* _YOUR INSTRUCTIONS_:
Transcribe the records below exactly, leaving out any pictures.

RECORDS PROVIDED Block Start

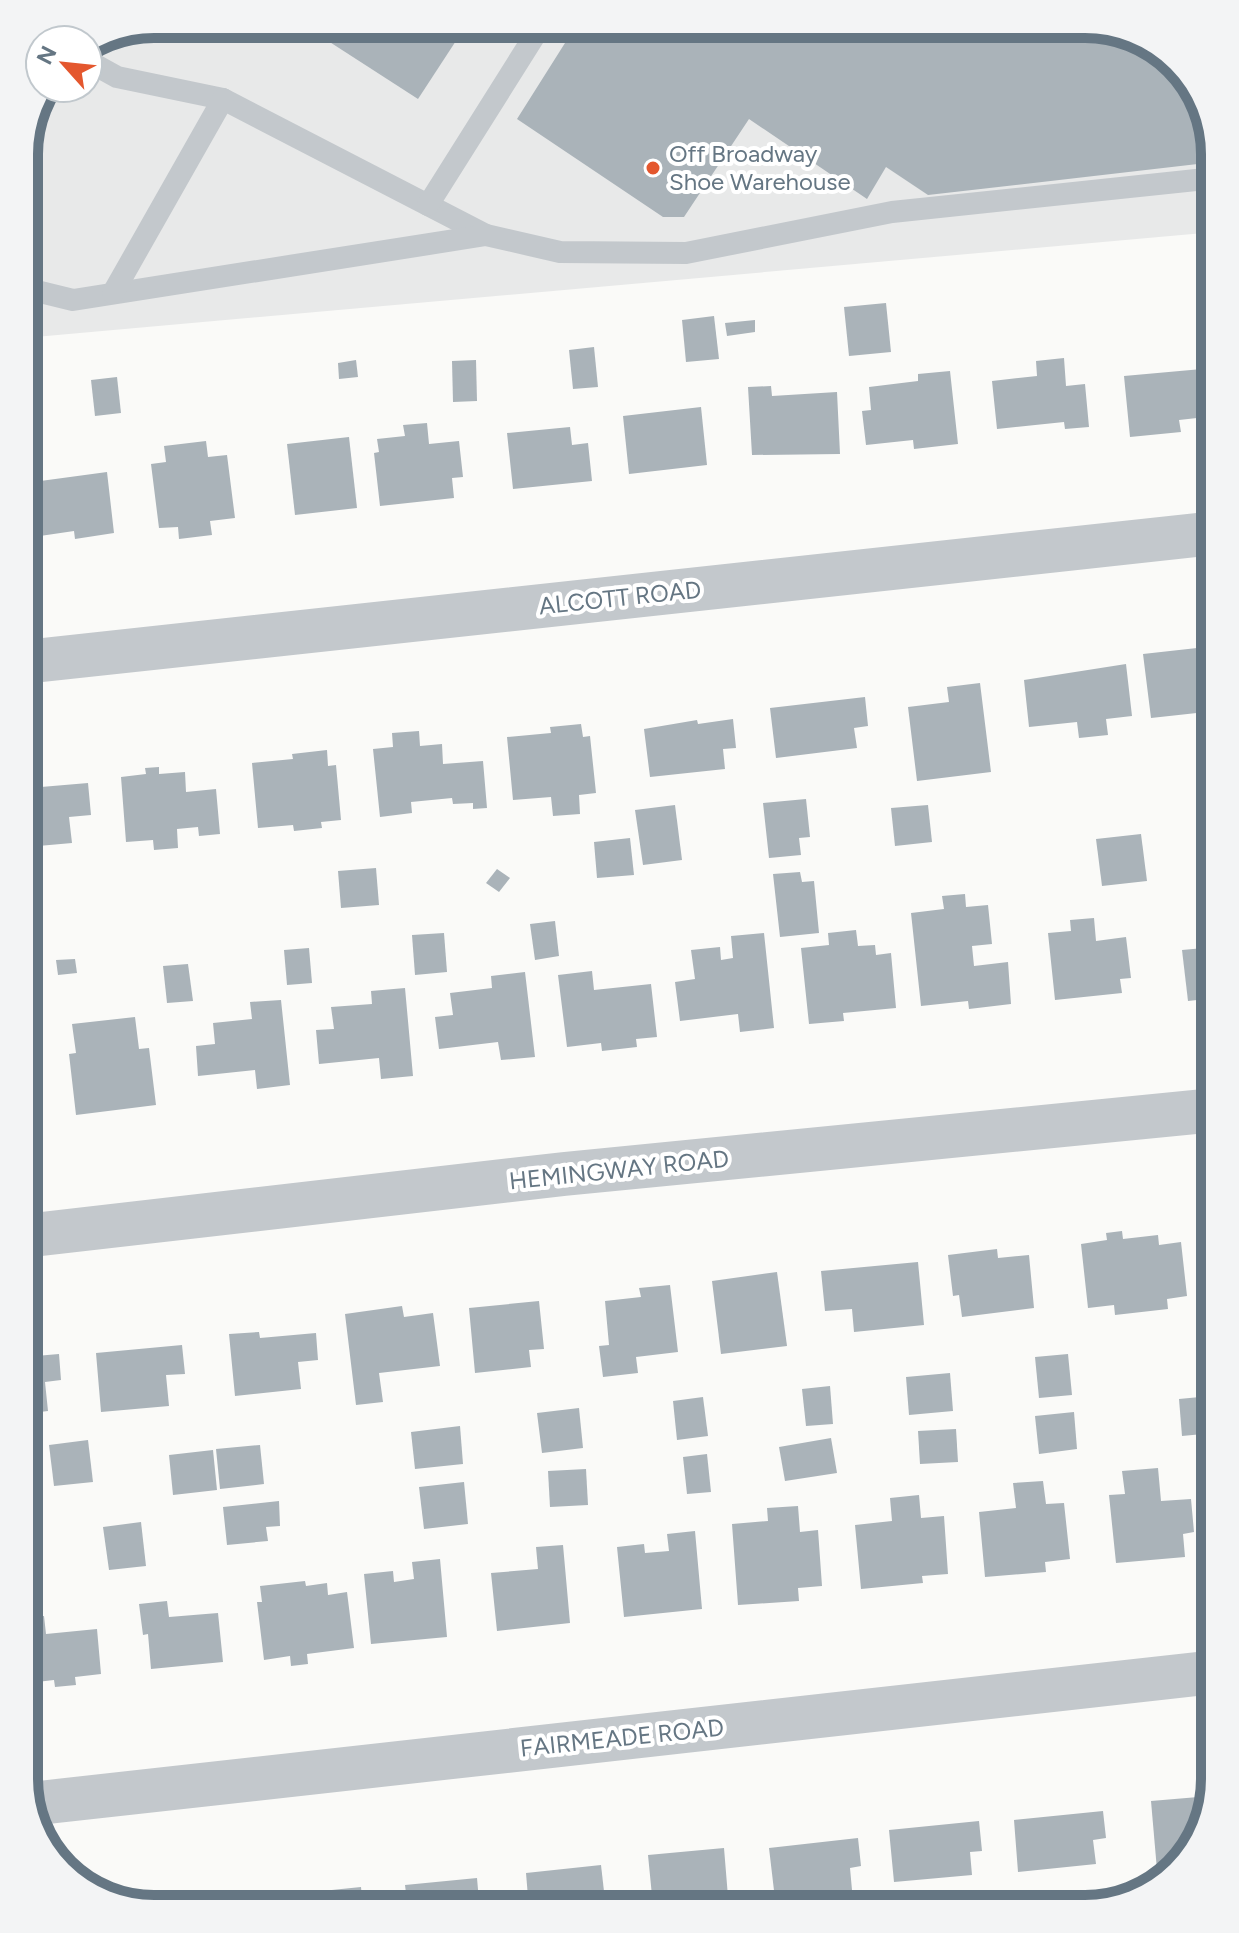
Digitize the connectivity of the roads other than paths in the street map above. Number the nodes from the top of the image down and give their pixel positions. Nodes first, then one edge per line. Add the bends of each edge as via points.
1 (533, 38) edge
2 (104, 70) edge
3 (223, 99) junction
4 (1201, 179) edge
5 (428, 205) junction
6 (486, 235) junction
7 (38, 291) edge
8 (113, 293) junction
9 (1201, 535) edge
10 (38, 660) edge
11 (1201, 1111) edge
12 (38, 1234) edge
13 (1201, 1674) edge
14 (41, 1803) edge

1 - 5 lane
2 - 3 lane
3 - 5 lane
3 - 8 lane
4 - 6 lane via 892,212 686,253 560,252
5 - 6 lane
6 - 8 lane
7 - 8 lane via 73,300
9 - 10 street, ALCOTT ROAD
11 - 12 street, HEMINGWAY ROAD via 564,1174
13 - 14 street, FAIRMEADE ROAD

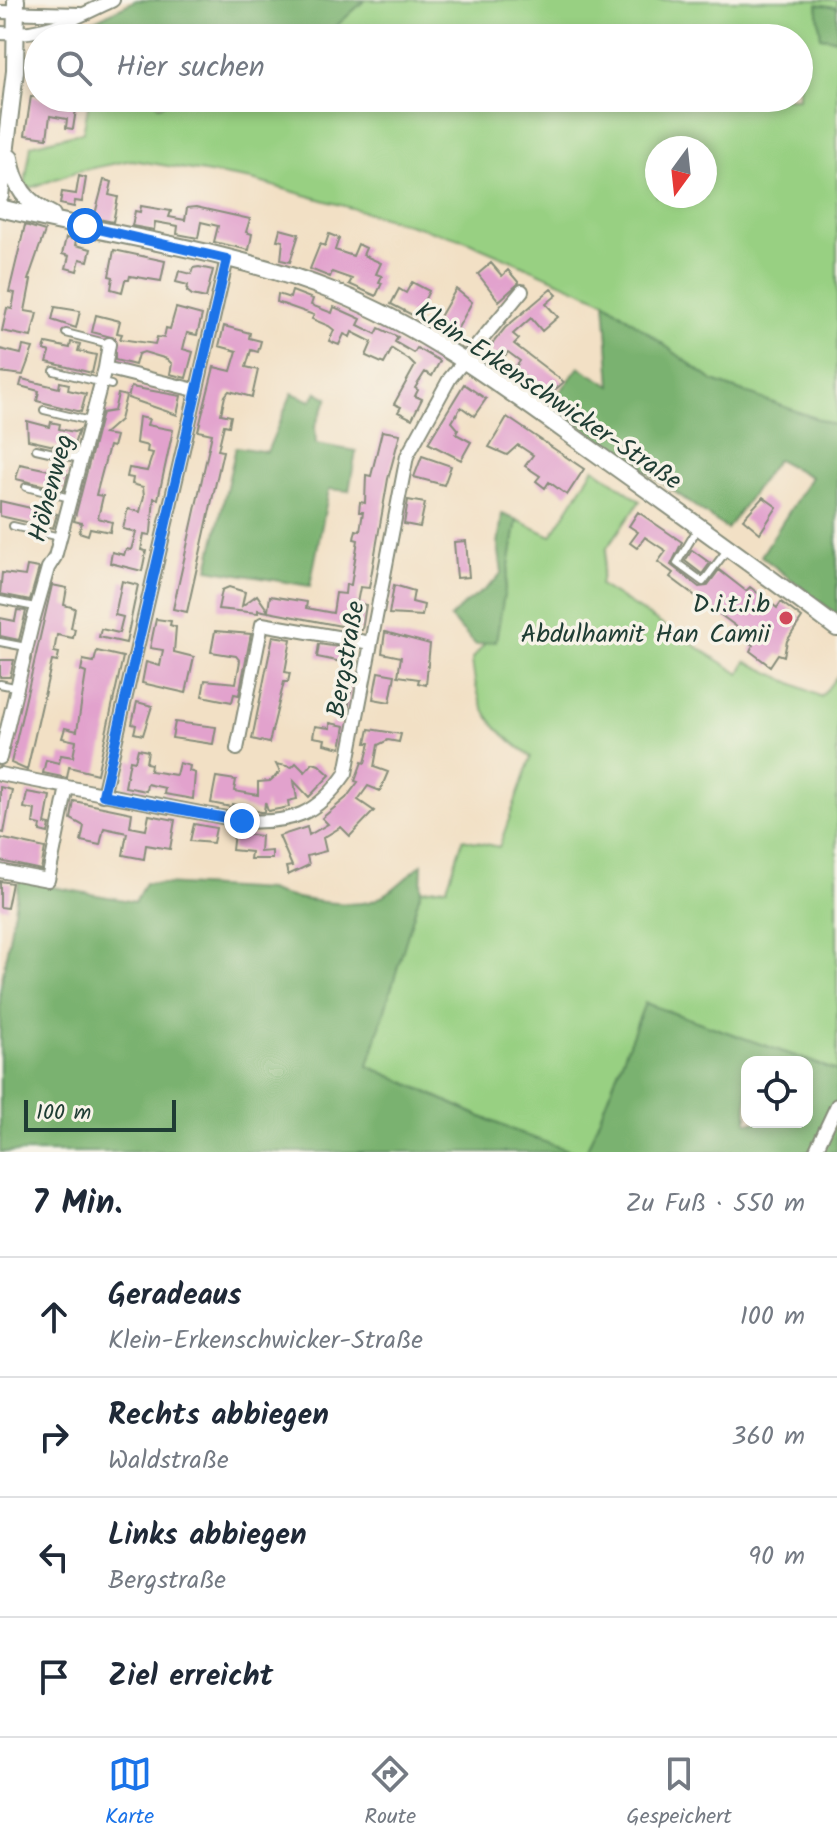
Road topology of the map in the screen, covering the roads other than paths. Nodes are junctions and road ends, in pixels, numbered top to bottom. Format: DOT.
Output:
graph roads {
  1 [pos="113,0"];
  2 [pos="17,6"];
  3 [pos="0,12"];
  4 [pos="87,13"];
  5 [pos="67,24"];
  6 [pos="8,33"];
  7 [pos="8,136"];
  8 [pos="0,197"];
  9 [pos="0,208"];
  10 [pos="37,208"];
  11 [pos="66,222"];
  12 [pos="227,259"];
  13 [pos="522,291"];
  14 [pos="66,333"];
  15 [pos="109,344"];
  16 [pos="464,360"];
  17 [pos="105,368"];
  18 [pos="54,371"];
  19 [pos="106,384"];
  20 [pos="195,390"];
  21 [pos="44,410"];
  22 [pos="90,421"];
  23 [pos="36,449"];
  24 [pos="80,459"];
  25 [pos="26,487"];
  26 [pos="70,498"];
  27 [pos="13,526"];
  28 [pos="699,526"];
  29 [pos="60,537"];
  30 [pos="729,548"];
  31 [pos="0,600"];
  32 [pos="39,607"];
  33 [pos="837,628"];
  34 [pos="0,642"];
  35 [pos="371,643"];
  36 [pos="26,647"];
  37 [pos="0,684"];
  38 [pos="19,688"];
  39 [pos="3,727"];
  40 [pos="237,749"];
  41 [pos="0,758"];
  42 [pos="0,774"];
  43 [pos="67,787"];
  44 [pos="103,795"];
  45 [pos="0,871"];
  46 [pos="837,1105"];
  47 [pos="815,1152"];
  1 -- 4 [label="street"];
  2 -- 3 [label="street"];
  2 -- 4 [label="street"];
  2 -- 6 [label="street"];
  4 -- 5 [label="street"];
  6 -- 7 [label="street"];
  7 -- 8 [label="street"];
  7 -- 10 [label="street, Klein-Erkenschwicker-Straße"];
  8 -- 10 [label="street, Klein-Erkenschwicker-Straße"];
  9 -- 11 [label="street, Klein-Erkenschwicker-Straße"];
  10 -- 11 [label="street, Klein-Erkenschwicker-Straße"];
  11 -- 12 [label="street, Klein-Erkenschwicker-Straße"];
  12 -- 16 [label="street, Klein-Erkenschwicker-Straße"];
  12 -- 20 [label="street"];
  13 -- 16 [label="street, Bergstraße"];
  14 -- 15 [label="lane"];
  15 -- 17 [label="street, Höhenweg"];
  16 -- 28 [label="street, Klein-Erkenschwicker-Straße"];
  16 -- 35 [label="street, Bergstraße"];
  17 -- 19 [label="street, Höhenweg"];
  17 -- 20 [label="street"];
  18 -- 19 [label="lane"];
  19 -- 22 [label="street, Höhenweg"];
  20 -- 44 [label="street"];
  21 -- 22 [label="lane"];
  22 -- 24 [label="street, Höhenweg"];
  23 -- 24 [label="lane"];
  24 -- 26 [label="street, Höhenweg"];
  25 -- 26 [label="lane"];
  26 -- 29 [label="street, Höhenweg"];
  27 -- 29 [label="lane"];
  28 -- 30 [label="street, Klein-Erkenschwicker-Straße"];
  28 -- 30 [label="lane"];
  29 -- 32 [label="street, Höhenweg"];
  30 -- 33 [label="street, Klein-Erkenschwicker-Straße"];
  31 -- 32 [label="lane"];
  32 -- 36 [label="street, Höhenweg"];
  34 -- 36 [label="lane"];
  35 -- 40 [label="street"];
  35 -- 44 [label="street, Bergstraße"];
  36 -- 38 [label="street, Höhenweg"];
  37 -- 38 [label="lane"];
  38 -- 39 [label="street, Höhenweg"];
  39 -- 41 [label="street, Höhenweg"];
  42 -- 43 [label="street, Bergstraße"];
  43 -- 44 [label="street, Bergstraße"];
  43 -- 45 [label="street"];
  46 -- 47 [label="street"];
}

RECORDS PROVIDED Block End

* _OUTPUT OF THE EXERCISE_:
Digitize the connectivity of the roads other than paths in the street map above. Number the nodes from the top of the image down and give their pixel positions. Nodes first, then one edge per line. Add the bends of each edge as via points.
1 (533, 38) edge
2 (104, 70) edge
3 (223, 99) junction
4 (1201, 179) edge
5 (428, 205) junction
6 (486, 235) junction
7 (38, 291) edge
8 (113, 293) junction
9 (1201, 535) edge
10 (38, 660) edge
11 (1201, 1111) edge
12 (38, 1234) edge
13 (1201, 1674) edge
14 (41, 1803) edge

1 - 5 lane
2 - 3 lane
3 - 5 lane
3 - 8 lane
4 - 6 lane via 892,212 686,253 560,252
5 - 6 lane
6 - 8 lane
7 - 8 lane via 73,300
9 - 10 street, ALCOTT ROAD
11 - 12 street, HEMINGWAY ROAD via 564,1174
13 - 14 street, FAIRMEADE ROAD

Road topology of the map in the screen, covering the roads other than paths. Nodes are junctions and road ends, in pixels, numbered top to bottom. Format: DOT.
Output:
graph roads {
  1 [pos="113,0"];
  2 [pos="17,6"];
  3 [pos="0,12"];
  4 [pos="87,13"];
  5 [pos="67,24"];
  6 [pos="8,33"];
  7 [pos="8,136"];
  8 [pos="0,197"];
  9 [pos="0,208"];
  10 [pos="37,208"];
  11 [pos="66,222"];
  12 [pos="227,259"];
  13 [pos="522,291"];
  14 [pos="66,333"];
  15 [pos="109,344"];
  16 [pos="464,360"];
  17 [pos="105,368"];
  18 [pos="54,371"];
  19 [pos="106,384"];
  20 [pos="195,390"];
  21 [pos="44,410"];
  22 [pos="90,421"];
  23 [pos="36,449"];
  24 [pos="80,459"];
  25 [pos="26,487"];
  26 [pos="70,498"];
  27 [pos="13,526"];
  28 [pos="699,526"];
  29 [pos="60,537"];
  30 [pos="729,548"];
  31 [pos="0,600"];
  32 [pos="39,607"];
  33 [pos="837,628"];
  34 [pos="0,642"];
  35 [pos="371,643"];
  36 [pos="26,647"];
  37 [pos="0,684"];
  38 [pos="19,688"];
  39 [pos="3,727"];
  40 [pos="237,749"];
  41 [pos="0,758"];
  42 [pos="0,774"];
  43 [pos="67,787"];
  44 [pos="103,795"];
  45 [pos="0,871"];
  46 [pos="837,1105"];
  47 [pos="815,1152"];
  1 -- 4 [label="street"];
  2 -- 3 [label="street"];
  2 -- 4 [label="street"];
  2 -- 6 [label="street"];
  4 -- 5 [label="street"];
  6 -- 7 [label="street"];
  7 -- 8 [label="street"];
  7 -- 10 [label="street, Klein-Erkenschwicker-Straße"];
  8 -- 10 [label="street, Klein-Erkenschwicker-Straße"];
  9 -- 11 [label="street, Klein-Erkenschwicker-Straße"];
  10 -- 11 [label="street, Klein-Erkenschwicker-Straße"];
  11 -- 12 [label="street, Klein-Erkenschwicker-Straße"];
  12 -- 16 [label="street, Klein-Erkenschwicker-Straße"];
  12 -- 20 [label="street"];
  13 -- 16 [label="street, Bergstraße"];
  14 -- 15 [label="lane"];
  15 -- 17 [label="street, Höhenweg"];
  16 -- 28 [label="street, Klein-Erkenschwicker-Straße"];
  16 -- 35 [label="street, Bergstraße"];
  17 -- 19 [label="street, Höhenweg"];
  17 -- 20 [label="street"];
  18 -- 19 [label="lane"];
  19 -- 22 [label="street, Höhenweg"];
  20 -- 44 [label="street"];
  21 -- 22 [label="lane"];
  22 -- 24 [label="street, Höhenweg"];
  23 -- 24 [label="lane"];
  24 -- 26 [label="street, Höhenweg"];
  25 -- 26 [label="lane"];
  26 -- 29 [label="street, Höhenweg"];
  27 -- 29 [label="lane"];
  28 -- 30 [label="street, Klein-Erkenschwicker-Straße"];
  28 -- 30 [label="lane"];
  29 -- 32 [label="street, Höhenweg"];
  30 -- 33 [label="street, Klein-Erkenschwicker-Straße"];
  31 -- 32 [label="lane"];
  32 -- 36 [label="street, Höhenweg"];
  34 -- 36 [label="lane"];
  35 -- 40 [label="street"];
  35 -- 44 [label="street, Bergstraße"];
  36 -- 38 [label="street, Höhenweg"];
  37 -- 38 [label="lane"];
  38 -- 39 [label="street, Höhenweg"];
  39 -- 41 [label="street, Höhenweg"];
  42 -- 43 [label="street, Bergstraße"];
  43 -- 44 [label="street, Bergstraße"];
  43 -- 45 [label="street"];
  46 -- 47 [label="street"];
}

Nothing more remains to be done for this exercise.